[[ Listed entries open ]]

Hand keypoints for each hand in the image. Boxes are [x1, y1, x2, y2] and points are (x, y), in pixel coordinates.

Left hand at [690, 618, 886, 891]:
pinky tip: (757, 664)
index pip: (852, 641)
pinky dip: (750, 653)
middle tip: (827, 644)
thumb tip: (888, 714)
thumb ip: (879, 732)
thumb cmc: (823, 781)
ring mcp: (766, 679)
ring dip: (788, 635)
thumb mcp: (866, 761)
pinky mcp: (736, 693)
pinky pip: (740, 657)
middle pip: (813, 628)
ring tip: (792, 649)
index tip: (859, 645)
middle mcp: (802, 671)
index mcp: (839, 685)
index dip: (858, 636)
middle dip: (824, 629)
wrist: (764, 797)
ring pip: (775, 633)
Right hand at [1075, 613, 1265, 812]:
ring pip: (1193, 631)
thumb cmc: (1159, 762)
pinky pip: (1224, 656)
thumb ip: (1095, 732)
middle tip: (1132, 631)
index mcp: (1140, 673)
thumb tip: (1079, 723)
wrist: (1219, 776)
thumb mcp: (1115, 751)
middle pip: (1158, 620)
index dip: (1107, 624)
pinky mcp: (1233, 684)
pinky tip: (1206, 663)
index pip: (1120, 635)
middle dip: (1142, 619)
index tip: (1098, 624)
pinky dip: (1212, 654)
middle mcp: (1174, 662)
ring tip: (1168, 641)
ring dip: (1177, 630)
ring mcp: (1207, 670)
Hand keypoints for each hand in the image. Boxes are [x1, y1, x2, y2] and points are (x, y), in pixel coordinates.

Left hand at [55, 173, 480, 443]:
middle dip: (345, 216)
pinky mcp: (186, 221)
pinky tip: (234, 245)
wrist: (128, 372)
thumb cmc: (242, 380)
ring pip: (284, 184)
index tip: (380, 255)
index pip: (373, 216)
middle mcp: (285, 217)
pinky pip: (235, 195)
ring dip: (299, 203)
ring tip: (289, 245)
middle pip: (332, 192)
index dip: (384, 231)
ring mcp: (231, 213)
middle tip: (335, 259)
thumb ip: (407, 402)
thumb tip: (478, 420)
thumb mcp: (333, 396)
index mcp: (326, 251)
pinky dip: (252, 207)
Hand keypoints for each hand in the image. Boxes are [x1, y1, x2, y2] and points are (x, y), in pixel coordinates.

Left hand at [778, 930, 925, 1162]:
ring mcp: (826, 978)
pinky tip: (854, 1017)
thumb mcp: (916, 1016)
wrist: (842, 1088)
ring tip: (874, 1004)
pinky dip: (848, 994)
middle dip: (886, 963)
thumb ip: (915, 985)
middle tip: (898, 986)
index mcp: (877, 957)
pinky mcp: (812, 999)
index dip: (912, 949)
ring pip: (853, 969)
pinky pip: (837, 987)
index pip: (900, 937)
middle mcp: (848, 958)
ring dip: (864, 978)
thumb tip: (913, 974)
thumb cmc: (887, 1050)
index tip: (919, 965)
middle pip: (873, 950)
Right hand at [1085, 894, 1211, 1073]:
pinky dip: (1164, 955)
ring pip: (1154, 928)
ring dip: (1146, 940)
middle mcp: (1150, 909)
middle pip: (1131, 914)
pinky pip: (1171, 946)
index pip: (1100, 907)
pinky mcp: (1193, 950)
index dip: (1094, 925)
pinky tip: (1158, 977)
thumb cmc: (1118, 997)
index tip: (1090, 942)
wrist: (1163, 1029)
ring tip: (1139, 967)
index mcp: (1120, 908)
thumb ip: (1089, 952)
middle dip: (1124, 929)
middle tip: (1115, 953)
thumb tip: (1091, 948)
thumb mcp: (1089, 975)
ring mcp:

[[ Listed entries closed ]]

Brief ▸ Please print exactly the lines of the entries above, beginning with the line that contains "thumb mcp: (333, 396)" and ending with the last line.

Solution to this problem ▸
thumb mcp: (333, 396)
index mcp: (326, 251)
pinky dip: (252, 207)
Hand keypoints for each hand in the image. Boxes are [x1, y1, x2, y2] and points are (x, y), in pixel coordinates.

Left hand at [778, 930, 925, 1162]:
ring mcp: (826, 978)
pinky tip: (854, 1017)
thumb mcp: (916, 1016)
wrist: (842, 1088)
ring tip: (874, 1004)
pinky dip: (848, 994)
middle dip: (886, 963)
thumb ip: (915, 985)
middle tip: (898, 986)
index mcp: (877, 957)
pinky mcp: (812, 999)
index dip: (912, 949)
ring pip: (853, 969)
pinky pip: (837, 987)
index pip: (900, 937)
middle mcp: (848, 958)
ring dip: (864, 978)
thumb tip: (913, 974)
thumb cmc: (887, 1050)
index tip: (919, 965)
middle pip: (873, 950)
Right hand at [1085, 894, 1211, 1073]:
pinky dip: (1164, 955)
ring pip: (1154, 928)
ring dip: (1146, 940)
middle mcp: (1150, 909)
middle pip: (1131, 914)
pinky pip: (1171, 946)
index pip: (1100, 907)
pinky mcp: (1193, 950)
index dip: (1094, 925)
pinky tip: (1158, 977)
thumb cmc: (1118, 997)
index tip: (1090, 942)
wrist: (1163, 1029)
ring tip: (1139, 967)
index mcp: (1120, 908)
thumb ip: (1089, 952)
middle dip: (1124, 929)
middle tip: (1115, 953)
thumb tip: (1091, 948)
thumb mcp: (1089, 975)
ring mcp:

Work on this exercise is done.